### Work required
Precise copying is required. Return the data below in full.

### Material provided
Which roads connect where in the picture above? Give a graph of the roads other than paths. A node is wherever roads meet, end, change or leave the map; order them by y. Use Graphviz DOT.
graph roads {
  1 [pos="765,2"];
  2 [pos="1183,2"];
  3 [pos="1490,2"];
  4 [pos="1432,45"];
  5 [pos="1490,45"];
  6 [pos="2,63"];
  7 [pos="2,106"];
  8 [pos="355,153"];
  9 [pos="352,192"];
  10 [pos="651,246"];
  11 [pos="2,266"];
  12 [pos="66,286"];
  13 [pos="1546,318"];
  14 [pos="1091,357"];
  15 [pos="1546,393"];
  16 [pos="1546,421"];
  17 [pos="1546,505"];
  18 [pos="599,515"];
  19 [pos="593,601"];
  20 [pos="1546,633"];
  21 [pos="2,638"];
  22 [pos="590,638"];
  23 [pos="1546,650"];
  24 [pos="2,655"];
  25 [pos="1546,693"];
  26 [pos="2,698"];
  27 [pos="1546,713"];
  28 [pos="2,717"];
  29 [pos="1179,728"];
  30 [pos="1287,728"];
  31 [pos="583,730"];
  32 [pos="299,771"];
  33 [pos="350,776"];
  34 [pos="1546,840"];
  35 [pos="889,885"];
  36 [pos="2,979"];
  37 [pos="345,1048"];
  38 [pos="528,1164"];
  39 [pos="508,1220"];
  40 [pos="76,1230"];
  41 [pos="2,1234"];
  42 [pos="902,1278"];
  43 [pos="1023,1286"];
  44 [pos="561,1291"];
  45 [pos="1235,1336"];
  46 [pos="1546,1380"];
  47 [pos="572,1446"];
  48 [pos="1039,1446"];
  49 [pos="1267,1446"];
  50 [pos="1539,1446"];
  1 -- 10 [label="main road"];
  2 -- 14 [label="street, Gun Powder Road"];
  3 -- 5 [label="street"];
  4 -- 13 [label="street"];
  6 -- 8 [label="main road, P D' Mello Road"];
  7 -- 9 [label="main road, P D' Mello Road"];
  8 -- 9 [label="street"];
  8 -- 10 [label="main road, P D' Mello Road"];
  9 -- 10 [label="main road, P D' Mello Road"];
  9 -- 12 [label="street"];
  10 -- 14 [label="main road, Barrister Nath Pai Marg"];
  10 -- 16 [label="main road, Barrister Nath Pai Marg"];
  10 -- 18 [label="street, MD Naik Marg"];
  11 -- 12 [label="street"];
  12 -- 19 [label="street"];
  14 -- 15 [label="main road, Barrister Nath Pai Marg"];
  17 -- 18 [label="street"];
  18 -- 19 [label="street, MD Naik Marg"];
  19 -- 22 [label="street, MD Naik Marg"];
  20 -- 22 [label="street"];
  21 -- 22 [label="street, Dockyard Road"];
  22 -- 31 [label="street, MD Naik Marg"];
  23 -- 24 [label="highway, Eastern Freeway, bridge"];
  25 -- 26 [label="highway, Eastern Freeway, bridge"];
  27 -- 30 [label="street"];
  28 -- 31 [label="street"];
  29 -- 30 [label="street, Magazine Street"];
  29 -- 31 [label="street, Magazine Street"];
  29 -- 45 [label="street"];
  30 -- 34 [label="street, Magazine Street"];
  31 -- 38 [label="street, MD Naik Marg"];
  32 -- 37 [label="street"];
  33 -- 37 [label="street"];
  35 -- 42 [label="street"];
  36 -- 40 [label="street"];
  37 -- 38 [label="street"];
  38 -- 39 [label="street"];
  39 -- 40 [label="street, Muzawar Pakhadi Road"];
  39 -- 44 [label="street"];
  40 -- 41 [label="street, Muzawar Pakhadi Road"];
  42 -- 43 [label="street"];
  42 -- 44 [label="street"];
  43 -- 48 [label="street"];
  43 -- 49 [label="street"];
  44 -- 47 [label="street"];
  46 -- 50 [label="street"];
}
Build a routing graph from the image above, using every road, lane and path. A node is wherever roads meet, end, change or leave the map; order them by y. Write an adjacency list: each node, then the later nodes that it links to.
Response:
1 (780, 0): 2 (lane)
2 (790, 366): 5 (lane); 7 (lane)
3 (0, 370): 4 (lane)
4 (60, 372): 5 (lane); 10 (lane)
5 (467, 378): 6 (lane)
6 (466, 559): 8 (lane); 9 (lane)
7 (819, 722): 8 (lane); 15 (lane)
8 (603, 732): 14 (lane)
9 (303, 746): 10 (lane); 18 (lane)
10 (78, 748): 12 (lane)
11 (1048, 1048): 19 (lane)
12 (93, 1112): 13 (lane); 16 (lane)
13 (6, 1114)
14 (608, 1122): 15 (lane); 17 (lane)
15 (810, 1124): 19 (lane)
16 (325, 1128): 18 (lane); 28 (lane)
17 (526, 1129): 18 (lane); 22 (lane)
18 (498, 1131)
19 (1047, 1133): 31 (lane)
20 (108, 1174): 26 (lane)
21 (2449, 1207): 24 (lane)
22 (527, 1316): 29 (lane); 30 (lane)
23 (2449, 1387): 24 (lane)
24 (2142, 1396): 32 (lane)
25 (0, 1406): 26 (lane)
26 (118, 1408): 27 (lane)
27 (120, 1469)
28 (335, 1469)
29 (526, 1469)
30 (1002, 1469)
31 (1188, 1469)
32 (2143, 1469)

### The completed task
Which roads connect where in the picture above? Give a graph of the roads other than paths. A node is wherever roads meet, end, change or leave the map; order them by y. Use Graphviz DOT.
graph roads {
  1 [pos="765,2"];
  2 [pos="1183,2"];
  3 [pos="1490,2"];
  4 [pos="1432,45"];
  5 [pos="1490,45"];
  6 [pos="2,63"];
  7 [pos="2,106"];
  8 [pos="355,153"];
  9 [pos="352,192"];
  10 [pos="651,246"];
  11 [pos="2,266"];
  12 [pos="66,286"];
  13 [pos="1546,318"];
  14 [pos="1091,357"];
  15 [pos="1546,393"];
  16 [pos="1546,421"];
  17 [pos="1546,505"];
  18 [pos="599,515"];
  19 [pos="593,601"];
  20 [pos="1546,633"];
  21 [pos="2,638"];
  22 [pos="590,638"];
  23 [pos="1546,650"];
  24 [pos="2,655"];
  25 [pos="1546,693"];
  26 [pos="2,698"];
  27 [pos="1546,713"];
  28 [pos="2,717"];
  29 [pos="1179,728"];
  30 [pos="1287,728"];
  31 [pos="583,730"];
  32 [pos="299,771"];
  33 [pos="350,776"];
  34 [pos="1546,840"];
  35 [pos="889,885"];
  36 [pos="2,979"];
  37 [pos="345,1048"];
  38 [pos="528,1164"];
  39 [pos="508,1220"];
  40 [pos="76,1230"];
  41 [pos="2,1234"];
  42 [pos="902,1278"];
  43 [pos="1023,1286"];
  44 [pos="561,1291"];
  45 [pos="1235,1336"];
  46 [pos="1546,1380"];
  47 [pos="572,1446"];
  48 [pos="1039,1446"];
  49 [pos="1267,1446"];
  50 [pos="1539,1446"];
  1 -- 10 [label="main road"];
  2 -- 14 [label="street, Gun Powder Road"];
  3 -- 5 [label="street"];
  4 -- 13 [label="street"];
  6 -- 8 [label="main road, P D' Mello Road"];
  7 -- 9 [label="main road, P D' Mello Road"];
  8 -- 9 [label="street"];
  8 -- 10 [label="main road, P D' Mello Road"];
  9 -- 10 [label="main road, P D' Mello Road"];
  9 -- 12 [label="street"];
  10 -- 14 [label="main road, Barrister Nath Pai Marg"];
  10 -- 16 [label="main road, Barrister Nath Pai Marg"];
  10 -- 18 [label="street, MD Naik Marg"];
  11 -- 12 [label="street"];
  12 -- 19 [label="street"];
  14 -- 15 [label="main road, Barrister Nath Pai Marg"];
  17 -- 18 [label="street"];
  18 -- 19 [label="street, MD Naik Marg"];
  19 -- 22 [label="street, MD Naik Marg"];
  20 -- 22 [label="street"];
  21 -- 22 [label="street, Dockyard Road"];
  22 -- 31 [label="street, MD Naik Marg"];
  23 -- 24 [label="highway, Eastern Freeway, bridge"];
  25 -- 26 [label="highway, Eastern Freeway, bridge"];
  27 -- 30 [label="street"];
  28 -- 31 [label="street"];
  29 -- 30 [label="street, Magazine Street"];
  29 -- 31 [label="street, Magazine Street"];
  29 -- 45 [label="street"];
  30 -- 34 [label="street, Magazine Street"];
  31 -- 38 [label="street, MD Naik Marg"];
  32 -- 37 [label="street"];
  33 -- 37 [label="street"];
  35 -- 42 [label="street"];
  36 -- 40 [label="street"];
  37 -- 38 [label="street"];
  38 -- 39 [label="street"];
  39 -- 40 [label="street, Muzawar Pakhadi Road"];
  39 -- 44 [label="street"];
  40 -- 41 [label="street, Muzawar Pakhadi Road"];
  42 -- 43 [label="street"];
  42 -- 44 [label="street"];
  43 -- 48 [label="street"];
  43 -- 49 [label="street"];
  44 -- 47 [label="street"];
  46 -- 50 [label="street"];
}
Build a routing graph from the image above, using every road, lane and path. A node is wherever roads meet, end, change or leave the map; order them by y. Write an adjacency list: each node, then the later nodes that it links to.
Response:
1 (780, 0): 2 (lane)
2 (790, 366): 5 (lane); 7 (lane)
3 (0, 370): 4 (lane)
4 (60, 372): 5 (lane); 10 (lane)
5 (467, 378): 6 (lane)
6 (466, 559): 8 (lane); 9 (lane)
7 (819, 722): 8 (lane); 15 (lane)
8 (603, 732): 14 (lane)
9 (303, 746): 10 (lane); 18 (lane)
10 (78, 748): 12 (lane)
11 (1048, 1048): 19 (lane)
12 (93, 1112): 13 (lane); 16 (lane)
13 (6, 1114)
14 (608, 1122): 15 (lane); 17 (lane)
15 (810, 1124): 19 (lane)
16 (325, 1128): 18 (lane); 28 (lane)
17 (526, 1129): 18 (lane); 22 (lane)
18 (498, 1131)
19 (1047, 1133): 31 (lane)
20 (108, 1174): 26 (lane)
21 (2449, 1207): 24 (lane)
22 (527, 1316): 29 (lane); 30 (lane)
23 (2449, 1387): 24 (lane)
24 (2142, 1396): 32 (lane)
25 (0, 1406): 26 (lane)
26 (118, 1408): 27 (lane)
27 (120, 1469)
28 (335, 1469)
29 (526, 1469)
30 (1002, 1469)
31 (1188, 1469)
32 (2143, 1469)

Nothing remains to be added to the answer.